Letter from Qingdao- Battling with Bureaucracy
by Richard Gladwell, Sail-World on 8 Aug 2008
Welcome to the first letter from Qingdao which will be a regular (hopefully) daily feature of Sail-World’s coverage of the 2008 Sailing Olympics.
Dan Slater on a very popular form of transport in Qingdao © Richard Gladwell www.photosport.co.nz
There is no daylight saving in Qingdao. This translates into a dawn around 4.30am and night starting around 7.00pm.
Some of us have difficulty sleeping when the sun is starting to come up, so we were up bright and early, peered out between the hotel towers in front of our room and had a good look at the sea conditions.
Surprise of surprises, there was wind – at about 5.00am! Was this Qingdao – the Queen of the Light Air Venues?
Yes, sure it is. And a lot of the other tales of this City no longer hold true.
Gone is the algae, confirmed by New Zealand Finn sailor, Dan Slater, when he spoke to Sail-World this afternoon. Even the green hair that was the plague of the course a few weeks ago has faded away.
Slater was very complimentary of the efforts of the Chinese, 'they have put the sea-boom out, cleaned out the algae inside it and now it is absolutely fine', he told Sail-World when we ran into him cycling through the boat park this afternoon.
Cycling is a very good way of travel around the boat park and regatta environs. The area is massive and flat. Walking in the heat of midday is OK for those who want to lose a bit of weight and don’t mind the exercise, but it is not quick.
With cycles available new for $60 in the shops here, they are a no brainer for competitors. A fleet of electric golf buggies spare Officials and media in particular a route march lugging bags of computers and cameras. The buggies circulate through the area, picking up and dropping off to suit, without a schedule in sight. Like of lot of things in China, if you throw enough people at something, the problem will be solved. So it is with buggys – and there’s plenty of them.
Security is part and parcel of any Olympics, and can be very officious and inflexible at times, compounded by a lack of instruction. Our battles started yesterday, when two of the Sail-World team were picked up with larger than standard lens in their bags in a scan on entry to Qingdao, and got the Chinese treatment.
The Chinese treatment consists of someone sticking to a very rigorous set of instructions, which often defy all reason. But that is the way they have been told that it is to be, and that is the way it will be.
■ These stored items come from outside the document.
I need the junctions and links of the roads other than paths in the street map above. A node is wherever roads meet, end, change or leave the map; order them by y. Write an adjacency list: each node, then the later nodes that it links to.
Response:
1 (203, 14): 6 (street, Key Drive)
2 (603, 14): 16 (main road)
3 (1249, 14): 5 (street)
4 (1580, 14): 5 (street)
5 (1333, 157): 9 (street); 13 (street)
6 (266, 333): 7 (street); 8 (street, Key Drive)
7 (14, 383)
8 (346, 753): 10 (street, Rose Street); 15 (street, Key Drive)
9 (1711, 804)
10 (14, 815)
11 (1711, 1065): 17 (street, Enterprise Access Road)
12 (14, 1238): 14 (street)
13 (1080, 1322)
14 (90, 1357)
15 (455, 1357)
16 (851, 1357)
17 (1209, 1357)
Typical of these is the charge to the media of $700 for a basic internet connection for the month. Remonstrating that we weren’t here for a month bought no sympathy – that is the way it is. Aren’t we giving you and your event valuable publicity? – blank look. None of your Louis Vuitton Media centre treatment for journo’s here, mate. But necessity being the mother of invention, a work around was found, and the price paid. And everyone was reasonably unhappy.
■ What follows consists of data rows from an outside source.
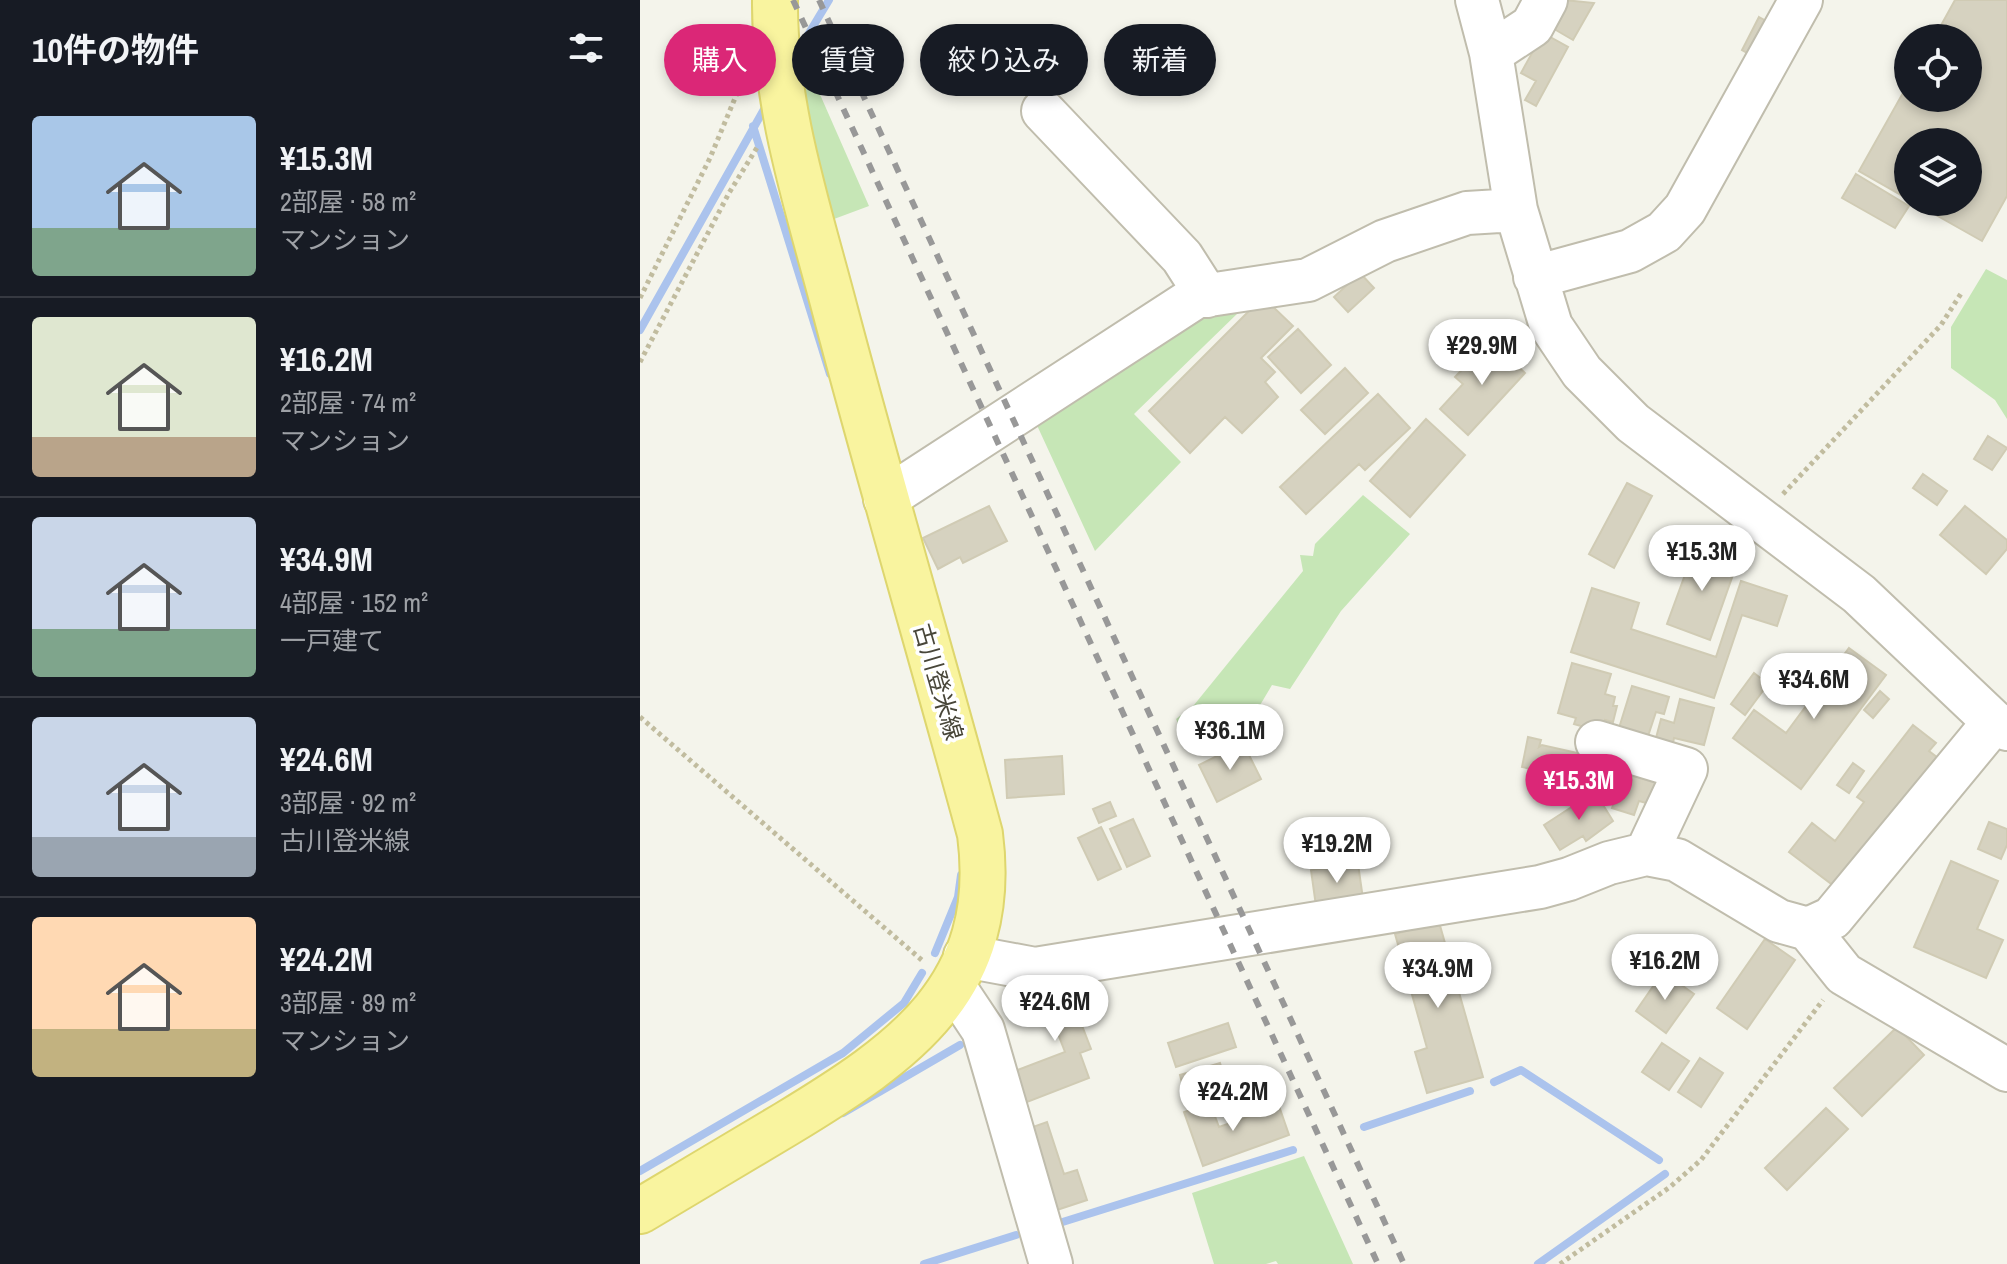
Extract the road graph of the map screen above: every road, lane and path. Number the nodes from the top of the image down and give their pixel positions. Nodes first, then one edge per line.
1 (1477, 0) edge
2 (1546, 0) edge
3 (1801, 0) edge
4 (775, 20) edge
5 (1491, 53) junction
6 (736, 96) edge
7 (1043, 111) dead end
8 (771, 142) junction
9 (1516, 210) junction
10 (1535, 277) junction
11 (1962, 292) dead end
12 (1207, 296) junction
13 (640, 298) edge
14 (640, 362) edge
15 (885, 499) junction
16 (1761, 518) junction
17 (640, 717) edge
18 (2000, 726) edge
19 (1597, 742) dead end
20 (1646, 854) junction
21 (1808, 929) junction
22 (959, 970) junction
23 (1844, 974) junction
24 (2007, 1070) edge
25 (640, 1211) edge
26 (1051, 1264) edge
27 (1560, 1264) edge

1 - 5 street
2 - 5 street
3 - 10 street
4 - 8 main road, 古川登米線
5 - 9 street
6 - 13 path
7 - 12 street
8 - 14 path
8 - 15 main road, 古川登米線
9 - 10 street
9 - 12 street
10 - 16 street
11 - 16 path
12 - 15 street
15 - 22 main road, 古川登米線
16 - 18 street
17 - 22 path
18 - 21 street
19 - 20 street
20 - 21 street
20 - 22 street
21 - 23 street
22 - 25 main road, 古川登米線
22 - 26 street
23 - 24 street
23 - 27 path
A media food hall which shuts at 1.30pm, is another, but that battle will wait for another day.
'Ours to know and yours to find out', seems to be a common theme. Most of the media have endured a rough lesson in conformity, which takes about a day. Then you learn to go with the flow and that is the end of it - for the time being. Hopefully our hosts will lighten up as the series progresses.
For all its initial frustrations, the security system is surprisingly sufficient. It seems to work on a series of clean zones. You, and your gear, goes through an airport style checkpoint and a close look is taken at the contents of your bag.
If you have a phone or other such device, you have to demonstrate that it works; got a camera – take a picture; got a bottle of water – drink it, and so on. While that may seem a burden, it is a small price to pay for knowing that the area is clean. There are no legions of soldiers around with guns. Yes, there is the odd squad marching in file, but nothing more.
Same with the hotels, where you are checked in and out in a similar way. For the media we go through security in our hotel, get on a bus with motorcycle escort and are then taken straight through the gate and there is no further check. Very simple and very effective, with the informal check of course that everyone knows everyone else on the bus – so for anyone wanting to crack the system it is impossible. Well, as impossible as anything can be.
The only soldiers seen totting guns were at the airport, and a very twitchy bunch they were. Even more so when a camera was pointed their way. It went quickly into the bag until we’d exited the airport. No sense of humour, at all.
Today is the day of the Opening ceremony on Beijing. At the sailing we are not allowed an Opening Ceremony – so we have a 'Launching Ceremony', as we are told with a wry grin. We know little of what is planned, but will be there. However, we’re here for the sailing, not the launching/Opening, and getting a spot on media boats tomorrow is much more important.
The weather has been very reminiscent of what we saw in the Takapuna Worlds – gentle onshore breezes of up to 10kts and very warm. The haze looks worse in photos than it is in reality. Visibility today was about 10kms. There is no pollution. The air is fine, just like home.
As we left the hotel in the media bus this morning the overhead display 26/44 – meaning that the temperature was 26C and humidity 44%.
First races are tomorrow. Who knows what that will bring.
First up for the Kiwis, is Dan Slater in the Finn sailing on Course A. He will have two races – weather willing, and there is no reason to suppose that it won’t be.